Pollinator Networks Accordion Closed
The CPMAB has partnered the U.S. Army Engineer Research Development Center’s Environmental Laboratory to undertake three studies of pollinators that are to be conducted at Fort Huachuca, a U.S. Army post at Sierra Vista, Arizona. The first study examines the direct and indirect impacts of Lehmann’s lovegrass (Eragrostis lehmanniana), an invasive bunchgrass, on plants and pollinators in desert grasslands within the Fort Huachuca post. The second study explores the pollinator networks of three Erigeron plant species of conservation concern.

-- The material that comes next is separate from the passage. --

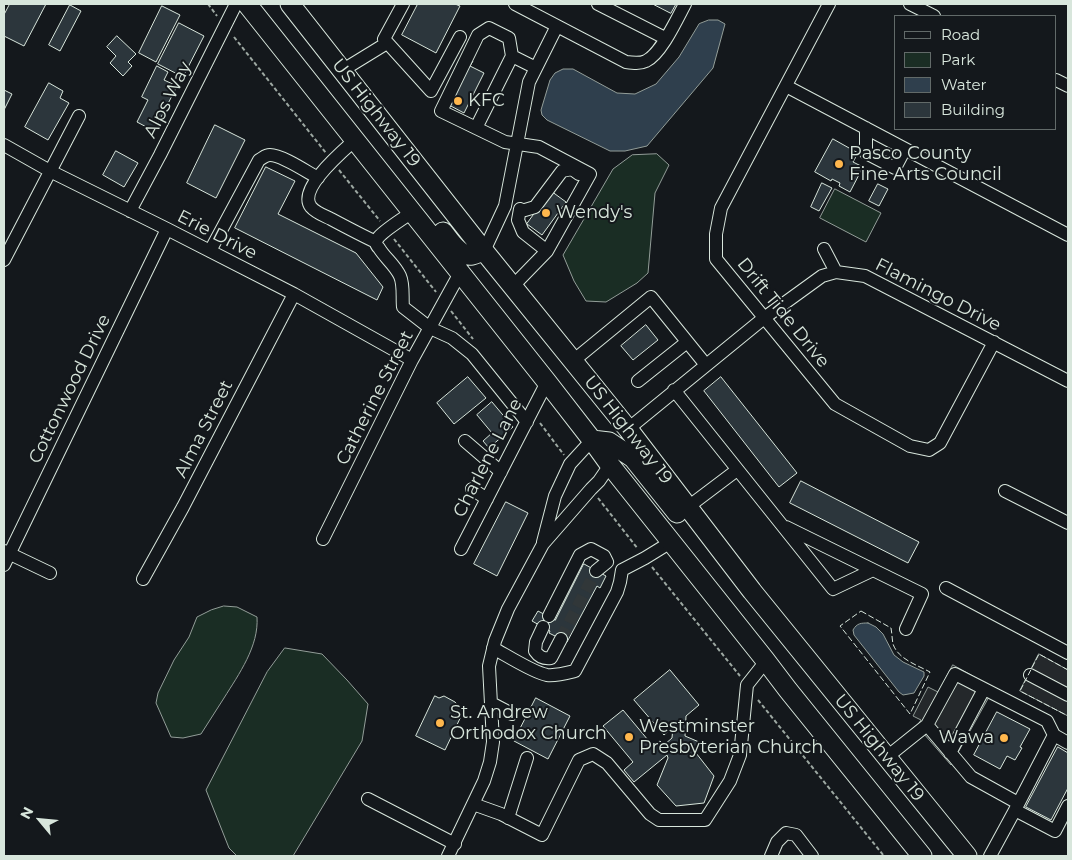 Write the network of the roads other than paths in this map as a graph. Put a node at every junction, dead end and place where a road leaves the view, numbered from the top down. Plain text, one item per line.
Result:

Erigeron is genus of flowering plants that are used as food by the larvae of some pollinators. The third study examines the role of pollinators as vectors of yeast found in nectar. Fundamental information on plant and pollinator community structure and pollination dynamics using network theory will result from the studies. Additionally, an extensive number of flower-visiting arthropod specimens have been collected as the result of these studies.
Project Timeline: 2008 –14. Finished, but still working with specimens and data sets for publication
Pipe Springs National Monument Inventory Accordion Closed
As part of the Colorado Plateau All Taxa Biodiversity Inventory, an arthropod collection is being created at Pipe Springs National Monument, a National Park Service (NPS) unit 15 miles west of Fredonia, Arizona. CPMAB staff and volunteers are working with NPS staff to collect more than 5,000 arthropod specimens for the collection. The collection, which will be displayed at Pipe Springs National Monument, will serve as an important outreach tool as well as provide important occurrence data for regional analyses.

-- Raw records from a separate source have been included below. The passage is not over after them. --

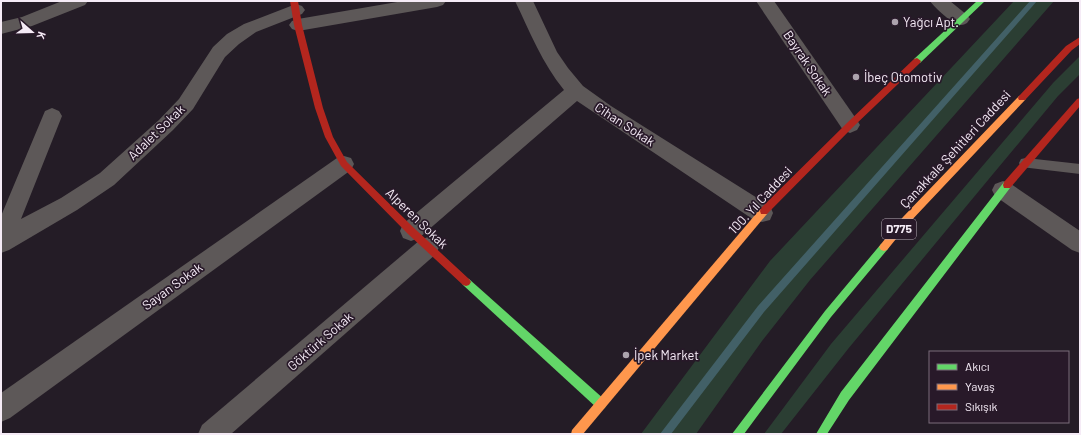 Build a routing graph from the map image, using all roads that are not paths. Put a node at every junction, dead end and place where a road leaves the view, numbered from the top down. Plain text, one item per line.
1 (79, 1) edge
2 (437, 1) edge
3 (524, 1) edge
4 (765, 1) edge
5 (940, 1) edge
6 (981, 1) edge
7 (296, 12) edge
8 (961, 19) junction
9 (1, 28) edge
10 (1080, 40) edge
11 (576, 92) junction
12 (1080, 101) edge
13 (52, 116) dead end
14 (850, 125) junction
15 (344, 164) junction
16 (1026, 164) junction
17 (1080, 169) edge
18 (1003, 190) junction
19 (762, 213) junction
20 (420, 239) junction
21 (2, 242) edge
22 (1080, 242) edge
23 (601, 404) junction
24 (1, 409) edge
25 (211, 434) edge
26 (576, 434) edge
27 (737, 434) edge
28 (821, 434) edge

1 - 9 street
2 - 7 street, Adalet Sokak
3 - 11 street, Cihan Sokak
4 - 14 street, Bayrak Sokak
5 - 8 street
6 - 8 street, 100. Yıl Caddesi
7 - 15 street, Alperen Sokak
7 - 21 street, Adalet Sokak
8 - 14 street, 100. Yıl Caddesi
10 - 27 street, Çanakkale Şehitleri Caddesi / D775
11 - 19 street, Cihan Sokak
11 - 20 street, Göktürk Sokak
12 - 16 street
13 - 21 street
14 - 19 street, 100. Yıl Caddesi
15 - 20 street, Alperen Sokak
15 - 24 street, Sayan Sokak
16 - 17 lane
16 - 18 street
18 - 22 street
18 - 28 street
19 - 23 street, 100. Yıl Caddesi
20 - 23 street, Alperen Sokak
20 - 25 street, Göktürk Sokak
23 - 26 street, 100. Yıl Caddesi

Project Timeline: 2012 –16.
Ground-Dwelling Arthropod in the Canyonlands Region Accordion Closed
The CPMAB has undertaken a study of the distribution of ground-dwelling arthropod species in the Canyonlands Region, a diverse region in southeastern Utah that encompasses a wide range of vegetation types. The study was made possible by the creation of the Canyonlands Research Center, a research facility focused on long-term ecological research, monitoring, and assessment of the Canyonlands Region. This biogeographic survey complements other CPMAB pitfall studies and will provide critical information on the occurrence of hundreds of species across habitats ranging from desert flats to aspen-mixed conifer forests.

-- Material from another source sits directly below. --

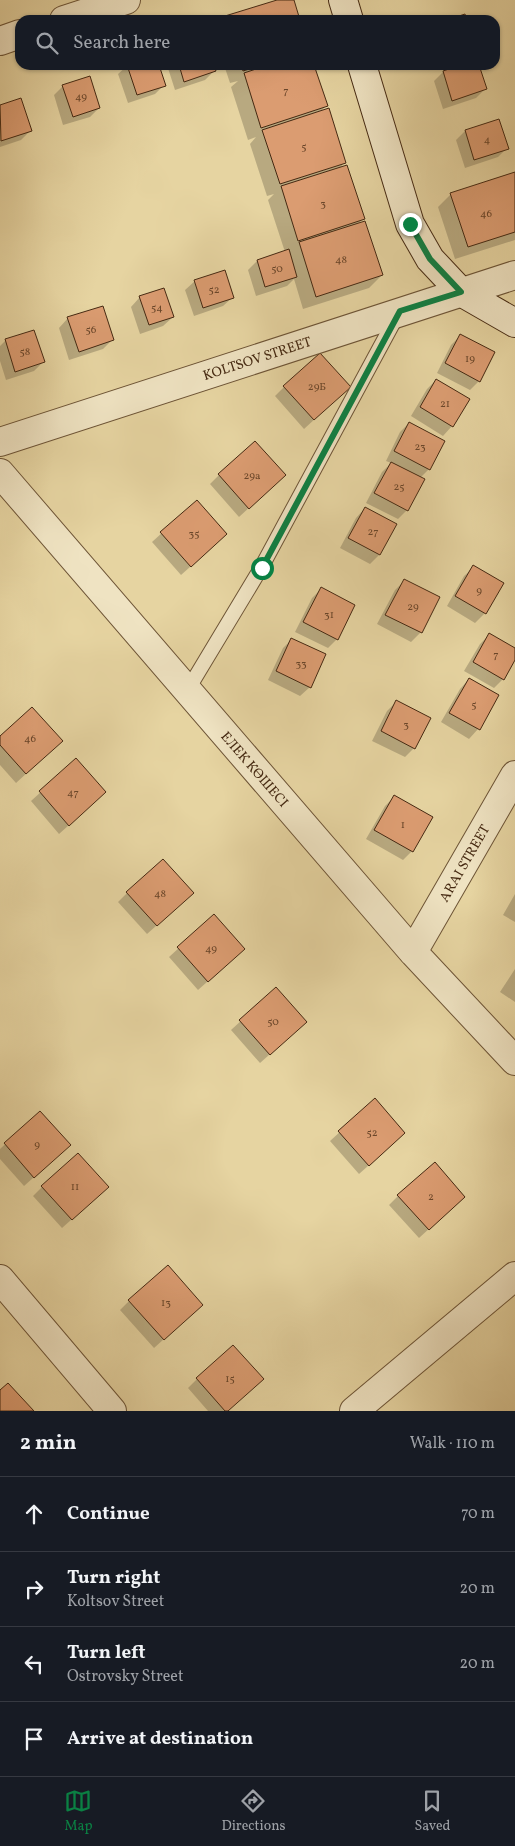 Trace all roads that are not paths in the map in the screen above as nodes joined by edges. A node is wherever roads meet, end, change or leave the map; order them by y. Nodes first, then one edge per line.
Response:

Project Timeline: 2010 –14. We have finished this project and are still incorporating material into the general collection and the data into SCAN
Arthropod Communities along an Elevation Gradient Accordion Closed
CPMAB staff initiated two studies, one that focused on insect pollinators and the other on ground-dwelling arthropods, to determine the degree to which community composition changes across space (elevation) and time (seasonal and annual). Both studies made use of five study plots along a 3,200-meter elevation gradient that lies north of the San Francisco Peaks, the highest mountains in Arizona. Established by NAU’s Merriam-Powell Center for Environmental Research in 2002, the five plots are outfitted with weather stations to collect temperature, precipitation, wind speed and direction, and other data. The plots encompass five vegetation communities that range from desert-shrub to mixed-conifer forest. To date, more than 160 bee species and more than 350 ground-dwelling arthropod species have been documented as a result of these two studies.
Project Timeline: 2010 –15. Both the pollinator and ground-dwelling projects have manuscripts in development. The pollinator project will continue for at least four more years.